2.2 Continuance after Term
If the parties continue to perform their respective obligations during the Term Extension, then unless the parties otherwise agree in writing, this Agreement will continue to apply until terminated by either party by prior written notice of not less than 30 days.
…
3 Provision of Services and Supply of the Product
3.1 Provision of Services
[Nature One] will provide the Services to [Opti-Pharm] in accordance with the terms of this Agreement as from the Commencement Date.
3.2 Supply of the Product
During the Term, [Opti-Pharm] agrees to purchase from [Nature One] all of its requirements for products of the same kind and nature as the Product, except with the prior written consent of [Nature One]. [Nature One] agrees to supply the Product in accordance with the Terms of this Agreement as from the Commencement Date.
…
12.5 Intellectual Property Rights
(a) The parties acknowledge and agree that for duration of the Term, for the purposes of registration with the [the Accreditation Administration] of the brand used by [Opti-Pharm] in connection with the Product supplied to [Opti-Pharm] by [Nature One] (“Brand”), all Intellectual Property Rights in such Product (including without limitation Intellectual Property Rights in relation to the Brand name, labelling and packaging) will vest with [Nature One]. [Nature One] and/or its agents will use their best endeavours to register the Brand with [the Accreditation Administration] and [Opti-Pharm] agrees to do all things necessary to facilitate such registration at the direction of [Nature One].
B.2 The Term of the Agreement
By the Statement of Claim, Opti-Pharm contends that the Agreement did not terminate at the conclusion of the Term, but that it was extended for “the further term” to 16 December 2017, which was the Term Extension. The continuation of the Agreement for the Term Extension is said to be implied by the subsequent conduct of the parties in “continuing to perform their respective obligations throughout 2017”, including by Opti-Pharm “ordering products” and by Nature One taking steps to comply with the Registration Obligation contained in clause 12.5 of the Agreement.
It was common ground that Opti-Pharm paid a $100,000 deposit to Nature One on 23 June 2017 (“the Deposit”), but was not relevantly supplied by Nature One during the Term Extension.
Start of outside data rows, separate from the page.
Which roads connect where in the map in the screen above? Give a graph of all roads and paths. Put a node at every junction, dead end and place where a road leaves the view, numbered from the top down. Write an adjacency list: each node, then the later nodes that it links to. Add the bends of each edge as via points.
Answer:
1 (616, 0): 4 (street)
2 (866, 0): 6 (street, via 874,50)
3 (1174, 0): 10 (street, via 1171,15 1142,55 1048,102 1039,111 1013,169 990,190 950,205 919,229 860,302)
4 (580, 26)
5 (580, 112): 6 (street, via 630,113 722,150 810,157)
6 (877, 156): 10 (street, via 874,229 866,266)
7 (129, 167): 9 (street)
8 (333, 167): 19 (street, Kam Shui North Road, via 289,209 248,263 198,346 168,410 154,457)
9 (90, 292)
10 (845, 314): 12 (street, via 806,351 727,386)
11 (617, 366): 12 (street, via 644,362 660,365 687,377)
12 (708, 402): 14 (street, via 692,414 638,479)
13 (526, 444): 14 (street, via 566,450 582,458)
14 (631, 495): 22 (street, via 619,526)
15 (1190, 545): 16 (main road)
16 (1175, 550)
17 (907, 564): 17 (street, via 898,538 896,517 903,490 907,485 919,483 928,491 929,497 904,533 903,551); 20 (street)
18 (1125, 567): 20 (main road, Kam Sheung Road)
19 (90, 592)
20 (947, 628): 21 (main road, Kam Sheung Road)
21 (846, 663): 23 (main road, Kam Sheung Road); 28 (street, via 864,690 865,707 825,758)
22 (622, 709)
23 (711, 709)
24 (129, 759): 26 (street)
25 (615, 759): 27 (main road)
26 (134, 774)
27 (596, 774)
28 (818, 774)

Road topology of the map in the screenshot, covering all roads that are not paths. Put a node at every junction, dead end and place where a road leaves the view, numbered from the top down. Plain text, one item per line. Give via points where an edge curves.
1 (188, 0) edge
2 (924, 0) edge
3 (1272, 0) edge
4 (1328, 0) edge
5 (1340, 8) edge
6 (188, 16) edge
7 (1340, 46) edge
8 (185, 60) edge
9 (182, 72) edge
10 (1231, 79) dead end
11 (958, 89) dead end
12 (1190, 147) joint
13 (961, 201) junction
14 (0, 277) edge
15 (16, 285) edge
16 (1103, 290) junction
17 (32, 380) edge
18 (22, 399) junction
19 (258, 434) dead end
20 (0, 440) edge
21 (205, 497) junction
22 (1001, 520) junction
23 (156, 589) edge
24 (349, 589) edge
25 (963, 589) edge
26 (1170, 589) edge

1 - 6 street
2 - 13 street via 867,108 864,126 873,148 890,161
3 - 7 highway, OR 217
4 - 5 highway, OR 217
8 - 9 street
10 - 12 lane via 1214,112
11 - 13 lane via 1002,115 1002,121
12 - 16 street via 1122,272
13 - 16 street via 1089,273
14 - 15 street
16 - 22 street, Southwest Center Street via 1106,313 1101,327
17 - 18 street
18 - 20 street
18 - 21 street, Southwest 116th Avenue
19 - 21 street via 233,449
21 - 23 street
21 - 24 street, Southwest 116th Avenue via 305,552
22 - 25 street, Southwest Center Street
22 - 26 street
Nature One denies that the Agreement continued on foot as alleged, and contends that it was terminated at the conclusion of the Term on the basis that the relevant conditions for the Term Extension, as set out in clause 2.1 of the Agreement,[3] were not met. In particular, Nature One alleges that Opti-Pharm failed to meet the Minimum Order Requirement during the Term.
[3]See par 7 above.
Alternatively, Nature One argues that the Agreement came to an end at the conclusion of the Term Extension on the basis that Opti-Pharm failed to perform its obligations with respect to the Minimum Order Requirement during the Term Extension.
Ultimately, for the purposes only of the Summary Judgment Application, Nature One accepted that it was arguable that the Agreement remained on foot for the duration of the Term Extension.[4]
[4]This was accepted for this limited purpose on the basis that any questions of waiver or estoppel in respect of compliance with the Minimum Order Requirement were properly matters for trial.
B.3 Alleged repudiation of the Agreement
In its Statement of Claim, Opti-Pharm alleges that, on or around 14 July 2017, Nature One obtained registration in China of Opti-Pharm’s trade marks in certain classes in its own name, without the knowledge or permission of Opti-Pharm (“the Trade Marks”). No breach of the Agreement is pleaded by reason of Nature One obtaining registration of the Trade Marks.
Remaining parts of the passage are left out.